Skip to content

GET_HOST_CATEGORIES function

We are happy to release the largest open-source dataset of website categories, featuring 147 million hosts and 31 million domains, making it the most extensive open-source data available in this area.

The GET_HOST_CATEGORIES function retrieves the category information of a given hostname. It maps hostnames to their respective categories using a pre-classified dataset.

Input

input_host

The function takes a single parameter: input_host, which is a STRING representing the hostname to be classified. The hostname can be a full URL (e.g., https://store.google.com/product) or just the host (e.g., store.google.com).

Type: STRING

Output

  • ARRAY of STRUCT containing:
    • domain (STRING): The queried host.
    • category_id (INT64): The category ID of the host.
    • full_category (STRING): The full hierarchical category.
    • subcategory (STRING): The most specific subcategory.
    • parent_category (STRING): The parent category.

Example Query

SELECT *
FROM UNNEST(httparchive.fn.GET_HOST_CATEGORIES('apple.com'))

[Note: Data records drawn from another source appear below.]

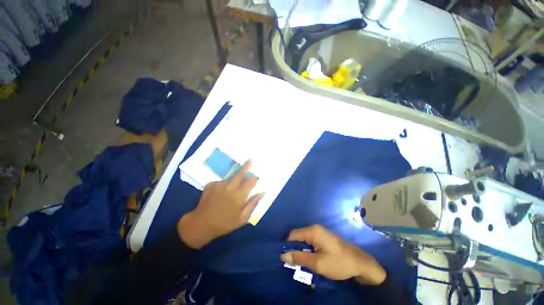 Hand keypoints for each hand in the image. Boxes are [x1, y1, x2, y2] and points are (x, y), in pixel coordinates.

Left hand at [177, 160, 263, 248]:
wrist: (201, 224)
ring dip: (233, 181)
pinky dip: (223, 186)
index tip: (256, 177)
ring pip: (230, 178)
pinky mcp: (211, 184)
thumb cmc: (224, 223)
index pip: (250, 181)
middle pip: (240, 173)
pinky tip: (219, 194)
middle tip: (251, 159)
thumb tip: (262, 193)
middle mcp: (230, 187)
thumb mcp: (242, 218)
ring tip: (228, 192)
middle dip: (247, 166)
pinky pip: (221, 182)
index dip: (254, 178)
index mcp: (239, 196)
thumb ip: (253, 204)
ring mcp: (219, 185)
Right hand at [280, 225, 386, 284]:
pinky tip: (310, 260)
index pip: (292, 235)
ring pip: (304, 240)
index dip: (287, 246)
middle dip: (295, 250)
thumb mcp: (317, 263)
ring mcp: (320, 232)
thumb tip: (283, 255)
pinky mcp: (323, 238)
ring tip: (302, 264)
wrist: (360, 263)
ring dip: (301, 251)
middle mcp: (315, 228)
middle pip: (298, 237)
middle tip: (294, 264)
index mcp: (312, 231)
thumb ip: (299, 258)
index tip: (285, 258)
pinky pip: (310, 242)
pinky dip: (308, 251)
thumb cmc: (339, 263) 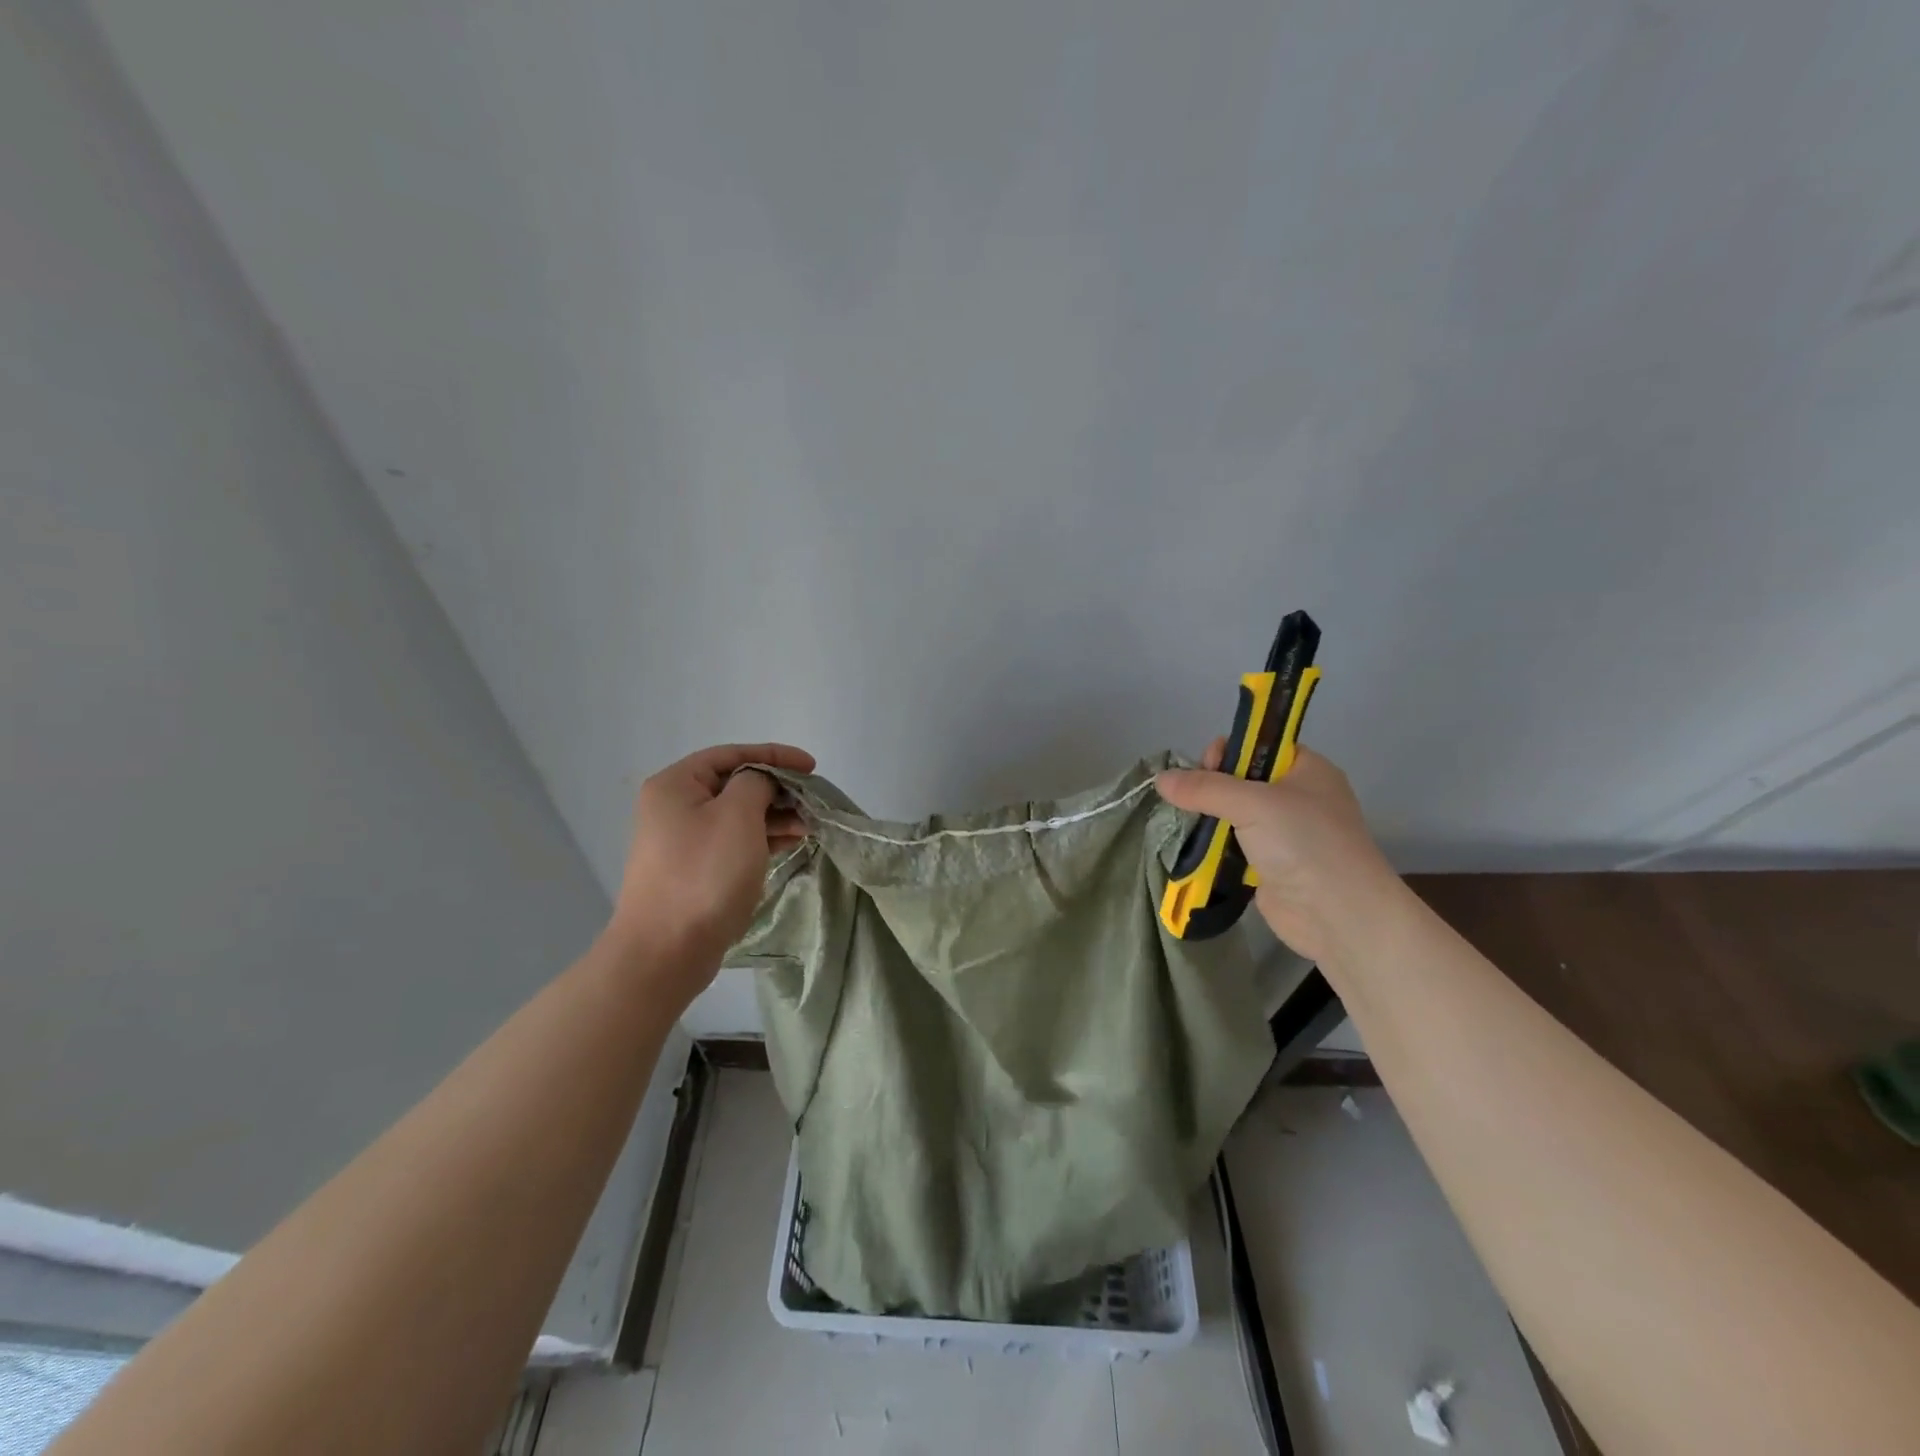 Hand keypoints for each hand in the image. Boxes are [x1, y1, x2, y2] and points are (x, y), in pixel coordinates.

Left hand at [607, 743, 814, 994]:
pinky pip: (735, 841)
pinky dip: (763, 838)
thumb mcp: (737, 815)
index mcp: (676, 784)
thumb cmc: (704, 874)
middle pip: (735, 784)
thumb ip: (756, 783)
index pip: (732, 754)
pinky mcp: (695, 869)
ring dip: (775, 815)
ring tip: (810, 825)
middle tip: (813, 800)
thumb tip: (762, 784)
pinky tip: (792, 842)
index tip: (812, 767)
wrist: (666, 951)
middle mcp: (674, 806)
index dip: (775, 755)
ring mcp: (683, 841)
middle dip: (778, 789)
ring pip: (738, 814)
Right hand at [1156, 742, 1397, 964]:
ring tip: (1184, 822)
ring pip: (1233, 814)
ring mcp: (1283, 834)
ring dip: (1208, 818)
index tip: (1206, 765)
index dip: (1229, 751)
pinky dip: (1213, 845)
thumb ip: (1205, 788)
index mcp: (1305, 769)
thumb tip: (1160, 779)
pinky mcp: (1268, 865)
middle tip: (1191, 798)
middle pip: (1240, 780)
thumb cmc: (1304, 844)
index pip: (1258, 745)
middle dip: (1211, 787)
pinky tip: (1191, 845)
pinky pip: (1232, 845)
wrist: (1338, 915)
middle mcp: (1296, 797)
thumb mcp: (1254, 804) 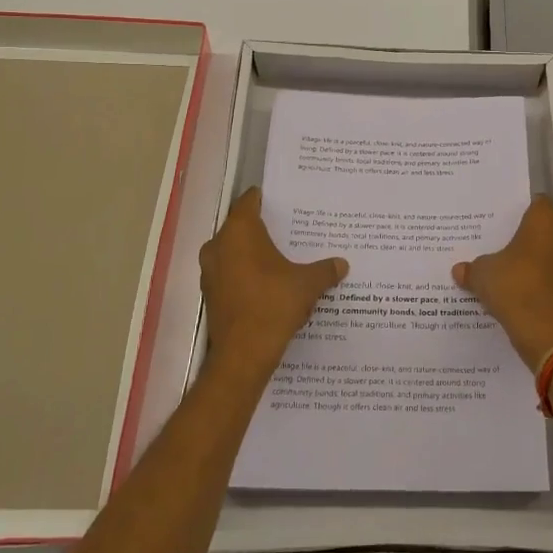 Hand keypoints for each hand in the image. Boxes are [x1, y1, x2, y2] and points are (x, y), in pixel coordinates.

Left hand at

You can also integrate this function into another SQL query by joining its result with your target table. Here is an example:

SELECT
url,
category_id,
full_category,
subcategory,
parent_category
FROM `httparchive.urls.latest_crux_mobile`,
UNNEST(`httparchive.fn.GET_HOST_CATEGORIES`(url))

Methodology

The classification of hostnames is performed using Chrome’s Topics API (currently chrome5) by Nurullah Demir and Yohan Beugin using this repository. The taxonomy used is version 2, which consists of 469 categories as defined in the Topics API taxonomy v2.

This model is applied to all requests in the HTTP Archive’s dataset from the first crawl in November 2010 to June 2024. These requests include the page’s HTML document itself as well as all of its subresources.

Raw Data

The raw data for the classifications is stored in the httparchive.urls.categories table. This table consists of pre-classified hostnames with their corresponding categories. The categories follow a hierarchical structure, providing both specific subcategories and broader parent categories.

Please consider the limitations of our method regarding some hosts discussed here. Thus, while this data can be accessed directly, we highly recommend using the GET_HOST_CATEGORIES function due to the handling of hashed subdomains. If your analysis requires working with domains (e.g., google.com instead of maps.google.com), accessing the raw data directly is also appropriate.

Limitations

As with many classification models, our approach has some limitations:

  • Unclassified Hosts: Some hosts might not be classified if they fall outside the scope of the classification model used, such as adult or gambling sites.
  • Hashed Subdomains: For certain hosts like googlesyndication.com and others, the function returns the category of the main domain. This is because these hosts typically contain hashed subdomains, which would otherwise lead to inconsistent classifications.

The function specifically addresses domains (currently top 50) known for having numerous hashed subdomains. Some of these domains include:

  • googlesyndication.com
  • gstatic.com
  • cloudfront.net
  • akamaihd.net
  • doubleclick.net
  • amazonaws.com

And others as seen in the function source.